## What the task asks:
Please reproduce the entries in full. Keep every character the same.

## Source records:
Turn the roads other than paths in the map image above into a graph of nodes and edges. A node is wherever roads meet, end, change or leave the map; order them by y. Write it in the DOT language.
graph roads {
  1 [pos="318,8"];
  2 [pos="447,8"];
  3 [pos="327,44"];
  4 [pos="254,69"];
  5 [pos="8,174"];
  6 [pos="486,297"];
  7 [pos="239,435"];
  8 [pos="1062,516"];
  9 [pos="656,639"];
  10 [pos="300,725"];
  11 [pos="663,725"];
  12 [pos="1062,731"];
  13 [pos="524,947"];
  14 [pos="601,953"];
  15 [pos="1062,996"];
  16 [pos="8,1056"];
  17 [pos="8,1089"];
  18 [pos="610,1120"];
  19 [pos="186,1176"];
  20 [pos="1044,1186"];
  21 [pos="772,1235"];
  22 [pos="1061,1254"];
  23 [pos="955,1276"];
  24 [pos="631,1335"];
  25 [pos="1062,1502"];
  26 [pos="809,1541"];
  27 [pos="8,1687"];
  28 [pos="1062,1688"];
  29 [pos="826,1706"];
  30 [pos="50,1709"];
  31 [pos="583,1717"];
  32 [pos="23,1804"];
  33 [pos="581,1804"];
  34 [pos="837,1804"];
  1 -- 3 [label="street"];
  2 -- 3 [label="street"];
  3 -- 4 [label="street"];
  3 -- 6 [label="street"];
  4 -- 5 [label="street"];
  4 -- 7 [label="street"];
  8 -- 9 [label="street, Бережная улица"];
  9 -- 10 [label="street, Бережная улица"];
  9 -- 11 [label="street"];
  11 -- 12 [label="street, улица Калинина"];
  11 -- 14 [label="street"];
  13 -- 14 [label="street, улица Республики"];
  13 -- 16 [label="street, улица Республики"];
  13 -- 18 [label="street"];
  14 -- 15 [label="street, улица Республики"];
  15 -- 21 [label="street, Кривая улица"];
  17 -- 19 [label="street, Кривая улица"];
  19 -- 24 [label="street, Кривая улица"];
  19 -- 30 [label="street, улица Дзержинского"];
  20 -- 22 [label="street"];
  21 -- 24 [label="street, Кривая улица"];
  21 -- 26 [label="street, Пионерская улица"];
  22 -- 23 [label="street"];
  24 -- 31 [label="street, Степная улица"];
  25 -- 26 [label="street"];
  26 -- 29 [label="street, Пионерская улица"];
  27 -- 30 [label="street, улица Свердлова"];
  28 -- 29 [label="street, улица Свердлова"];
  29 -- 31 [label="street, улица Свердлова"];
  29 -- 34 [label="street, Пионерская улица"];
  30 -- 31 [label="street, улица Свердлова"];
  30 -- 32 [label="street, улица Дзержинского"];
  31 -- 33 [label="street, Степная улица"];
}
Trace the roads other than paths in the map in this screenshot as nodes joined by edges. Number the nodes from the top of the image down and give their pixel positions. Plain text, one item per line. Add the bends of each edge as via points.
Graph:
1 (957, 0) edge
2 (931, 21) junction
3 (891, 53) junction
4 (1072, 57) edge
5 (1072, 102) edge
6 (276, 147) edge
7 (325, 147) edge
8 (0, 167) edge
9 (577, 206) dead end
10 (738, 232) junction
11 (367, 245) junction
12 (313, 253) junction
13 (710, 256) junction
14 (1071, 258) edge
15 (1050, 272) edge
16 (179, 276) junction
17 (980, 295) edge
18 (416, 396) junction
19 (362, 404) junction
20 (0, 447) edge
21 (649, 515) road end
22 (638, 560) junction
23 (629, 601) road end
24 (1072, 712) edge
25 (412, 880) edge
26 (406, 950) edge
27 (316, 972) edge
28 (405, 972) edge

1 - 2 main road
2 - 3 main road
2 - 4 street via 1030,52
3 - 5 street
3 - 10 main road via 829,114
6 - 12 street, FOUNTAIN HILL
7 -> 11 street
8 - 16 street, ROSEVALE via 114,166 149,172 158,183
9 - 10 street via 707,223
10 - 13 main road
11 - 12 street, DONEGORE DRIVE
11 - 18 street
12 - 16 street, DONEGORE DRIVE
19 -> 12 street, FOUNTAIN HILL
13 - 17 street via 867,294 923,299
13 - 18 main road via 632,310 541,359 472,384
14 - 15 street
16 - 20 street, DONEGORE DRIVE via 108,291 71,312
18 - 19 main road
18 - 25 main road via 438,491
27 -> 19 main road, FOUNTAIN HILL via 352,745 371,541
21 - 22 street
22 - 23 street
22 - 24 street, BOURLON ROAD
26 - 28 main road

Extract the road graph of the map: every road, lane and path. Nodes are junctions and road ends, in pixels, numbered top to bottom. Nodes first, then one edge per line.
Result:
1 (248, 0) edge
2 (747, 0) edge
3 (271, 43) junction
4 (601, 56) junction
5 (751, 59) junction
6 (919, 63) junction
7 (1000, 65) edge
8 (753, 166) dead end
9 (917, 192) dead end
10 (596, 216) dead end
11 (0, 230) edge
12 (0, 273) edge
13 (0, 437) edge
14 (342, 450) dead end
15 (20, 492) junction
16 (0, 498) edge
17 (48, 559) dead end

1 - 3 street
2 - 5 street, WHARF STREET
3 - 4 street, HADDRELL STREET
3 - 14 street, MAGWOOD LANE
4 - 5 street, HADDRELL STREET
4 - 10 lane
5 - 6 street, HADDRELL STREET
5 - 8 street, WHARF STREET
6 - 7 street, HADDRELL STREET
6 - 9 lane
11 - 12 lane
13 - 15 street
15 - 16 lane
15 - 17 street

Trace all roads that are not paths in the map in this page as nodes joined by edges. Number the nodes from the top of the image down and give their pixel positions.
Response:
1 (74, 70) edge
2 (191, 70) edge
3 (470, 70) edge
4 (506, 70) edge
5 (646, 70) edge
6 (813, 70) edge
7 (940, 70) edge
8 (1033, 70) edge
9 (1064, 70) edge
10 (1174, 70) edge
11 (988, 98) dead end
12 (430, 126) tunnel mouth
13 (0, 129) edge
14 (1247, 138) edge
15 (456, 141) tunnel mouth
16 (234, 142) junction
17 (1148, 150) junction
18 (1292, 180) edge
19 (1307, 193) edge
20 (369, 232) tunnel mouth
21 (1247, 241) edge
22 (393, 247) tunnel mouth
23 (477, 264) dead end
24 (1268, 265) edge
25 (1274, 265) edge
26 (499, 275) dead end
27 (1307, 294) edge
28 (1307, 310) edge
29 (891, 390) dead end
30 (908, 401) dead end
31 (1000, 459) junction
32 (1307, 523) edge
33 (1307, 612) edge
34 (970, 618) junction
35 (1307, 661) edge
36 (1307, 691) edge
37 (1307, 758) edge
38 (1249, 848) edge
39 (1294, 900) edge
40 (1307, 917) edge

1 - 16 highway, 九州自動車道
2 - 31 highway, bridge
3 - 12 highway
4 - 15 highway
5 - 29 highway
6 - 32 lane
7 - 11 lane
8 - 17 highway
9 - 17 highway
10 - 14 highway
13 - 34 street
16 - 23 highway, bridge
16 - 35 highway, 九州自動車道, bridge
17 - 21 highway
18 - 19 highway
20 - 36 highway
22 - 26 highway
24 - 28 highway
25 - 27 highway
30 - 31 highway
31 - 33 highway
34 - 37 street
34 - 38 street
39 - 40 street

## Answer to the exercise:
Turn the roads other than paths in the map image above into a graph of nodes and edges. A node is wherever roads meet, end, change or leave the map; order them by y. Write it in the DOT language.
graph roads {
  1 [pos="318,8"];
  2 [pos="447,8"];
  3 [pos="327,44"];
  4 [pos="254,69"];
  5 [pos="8,174"];
  6 [pos="486,297"];
  7 [pos="239,435"];
  8 [pos="1062,516"];
  9 [pos="656,639"];
  10 [pos="300,725"];
  11 [pos="663,725"];
  12 [pos="1062,731"];
  13 [pos="524,947"];
  14 [pos="601,953"];
  15 [pos="1062,996"];
  16 [pos="8,1056"];
  17 [pos="8,1089"];
  18 [pos="610,1120"];
  19 [pos="186,1176"];
  20 [pos="1044,1186"];
  21 [pos="772,1235"];
  22 [pos="1061,1254"];
  23 [pos="955,1276"];
  24 [pos="631,1335"];
  25 [pos="1062,1502"];
  26 [pos="809,1541"];
  27 [pos="8,1687"];
  28 [pos="1062,1688"];
  29 [pos="826,1706"];
  30 [pos="50,1709"];
  31 [pos="583,1717"];
  32 [pos="23,1804"];
  33 [pos="581,1804"];
  34 [pos="837,1804"];
  1 -- 3 [label="street"];
  2 -- 3 [label="street"];
  3 -- 4 [label="street"];
  3 -- 6 [label="street"];
  4 -- 5 [label="street"];
  4 -- 7 [label="street"];
  8 -- 9 [label="street, Бережная улица"];
  9 -- 10 [label="street, Бережная улица"];
  9 -- 11 [label="street"];
  11 -- 12 [label="street, улица Калинина"];
  11 -- 14 [label="street"];
  13 -- 14 [label="street, улица Республики"];
  13 -- 16 [label="street, улица Республики"];
  13 -- 18 [label="street"];
  14 -- 15 [label="street, улица Республики"];
  15 -- 21 [label="street, Кривая улица"];
  17 -- 19 [label="street, Кривая улица"];
  19 -- 24 [label="street, Кривая улица"];
  19 -- 30 [label="street, улица Дзержинского"];
  20 -- 22 [label="street"];
  21 -- 24 [label="street, Кривая улица"];
  21 -- 26 [label="street, Пионерская улица"];
  22 -- 23 [label="street"];
  24 -- 31 [label="street, Степная улица"];
  25 -- 26 [label="street"];
  26 -- 29 [label="street, Пионерская улица"];
  27 -- 30 [label="street, улица Свердлова"];
  28 -- 29 [label="street, улица Свердлова"];
  29 -- 31 [label="street, улица Свердлова"];
  29 -- 34 [label="street, Пионерская улица"];
  30 -- 31 [label="street, улица Свердлова"];
  30 -- 32 [label="street, улица Дзержинского"];
  31 -- 33 [label="street, Степная улица"];
}
Trace the roads other than paths in the map in this screenshot as nodes joined by edges. Number the nodes from the top of the image down and give their pixel positions. Plain text, one item per line. Add the bends of each edge as via points.
Graph:
1 (957, 0) edge
2 (931, 21) junction
3 (891, 53) junction
4 (1072, 57) edge
5 (1072, 102) edge
6 (276, 147) edge
7 (325, 147) edge
8 (0, 167) edge
9 (577, 206) dead end
10 (738, 232) junction
11 (367, 245) junction
12 (313, 253) junction
13 (710, 256) junction
14 (1071, 258) edge
15 (1050, 272) edge
16 (179, 276) junction
17 (980, 295) edge
18 (416, 396) junction
19 (362, 404) junction
20 (0, 447) edge
21 (649, 515) road end
22 (638, 560) junction
23 (629, 601) road end
24 (1072, 712) edge
25 (412, 880) edge
26 (406, 950) edge
27 (316, 972) edge
28 (405, 972) edge

1 - 2 main road
2 - 3 main road
2 - 4 street via 1030,52
3 - 5 street
3 - 10 main road via 829,114
6 - 12 street, FOUNTAIN HILL
7 -> 11 street
8 - 16 street, ROSEVALE via 114,166 149,172 158,183
9 - 10 street via 707,223
10 - 13 main road
11 - 12 street, DONEGORE DRIVE
11 - 18 street
12 - 16 street, DONEGORE DRIVE
19 -> 12 street, FOUNTAIN HILL
13 - 17 street via 867,294 923,299
13 - 18 main road via 632,310 541,359 472,384
14 - 15 street
16 - 20 street, DONEGORE DRIVE via 108,291 71,312
18 - 19 main road
18 - 25 main road via 438,491
27 -> 19 main road, FOUNTAIN HILL via 352,745 371,541
21 - 22 street
22 - 23 street
22 - 24 street, BOURLON ROAD
26 - 28 main road

Extract the road graph of the map: every road, lane and path. Nodes are junctions and road ends, in pixels, numbered top to bottom. Nodes first, then one edge per line.
Result:
1 (248, 0) edge
2 (747, 0) edge
3 (271, 43) junction
4 (601, 56) junction
5 (751, 59) junction
6 (919, 63) junction
7 (1000, 65) edge
8 (753, 166) dead end
9 (917, 192) dead end
10 (596, 216) dead end
11 (0, 230) edge
12 (0, 273) edge
13 (0, 437) edge
14 (342, 450) dead end
15 (20, 492) junction
16 (0, 498) edge
17 (48, 559) dead end

1 - 3 street
2 - 5 street, WHARF STREET
3 - 4 street, HADDRELL STREET
3 - 14 street, MAGWOOD LANE
4 - 5 street, HADDRELL STREET
4 - 10 lane
5 - 6 street, HADDRELL STREET
5 - 8 street, WHARF STREET
6 - 7 street, HADDRELL STREET
6 - 9 lane
11 - 12 lane
13 - 15 street
15 - 16 lane
15 - 17 street

Trace all roads that are not paths in the map in this page as nodes joined by edges. Number the nodes from the top of the image down and give their pixel positions.
Response:
1 (74, 70) edge
2 (191, 70) edge
3 (470, 70) edge
4 (506, 70) edge
5 (646, 70) edge
6 (813, 70) edge
7 (940, 70) edge
8 (1033, 70) edge
9 (1064, 70) edge
10 (1174, 70) edge
11 (988, 98) dead end
12 (430, 126) tunnel mouth
13 (0, 129) edge
14 (1247, 138) edge
15 (456, 141) tunnel mouth
16 (234, 142) junction
17 (1148, 150) junction
18 (1292, 180) edge
19 (1307, 193) edge
20 (369, 232) tunnel mouth
21 (1247, 241) edge
22 (393, 247) tunnel mouth
23 (477, 264) dead end
24 (1268, 265) edge
25 (1274, 265) edge
26 (499, 275) dead end
27 (1307, 294) edge
28 (1307, 310) edge
29 (891, 390) dead end
30 (908, 401) dead end
31 (1000, 459) junction
32 (1307, 523) edge
33 (1307, 612) edge
34 (970, 618) junction
35 (1307, 661) edge
36 (1307, 691) edge
37 (1307, 758) edge
38 (1249, 848) edge
39 (1294, 900) edge
40 (1307, 917) edge

1 - 16 highway, 九州自動車道
2 - 31 highway, bridge
3 - 12 highway
4 - 15 highway
5 - 29 highway
6 - 32 lane
7 - 11 lane
8 - 17 highway
9 - 17 highway
10 - 14 highway
13 - 34 street
16 - 23 highway, bridge
16 - 35 highway, 九州自動車道, bridge
17 - 21 highway
18 - 19 highway
20 - 36 highway
22 - 26 highway
24 - 28 highway
25 - 27 highway
30 - 31 highway
31 - 33 highway
34 - 37 street
34 - 38 street
39 - 40 street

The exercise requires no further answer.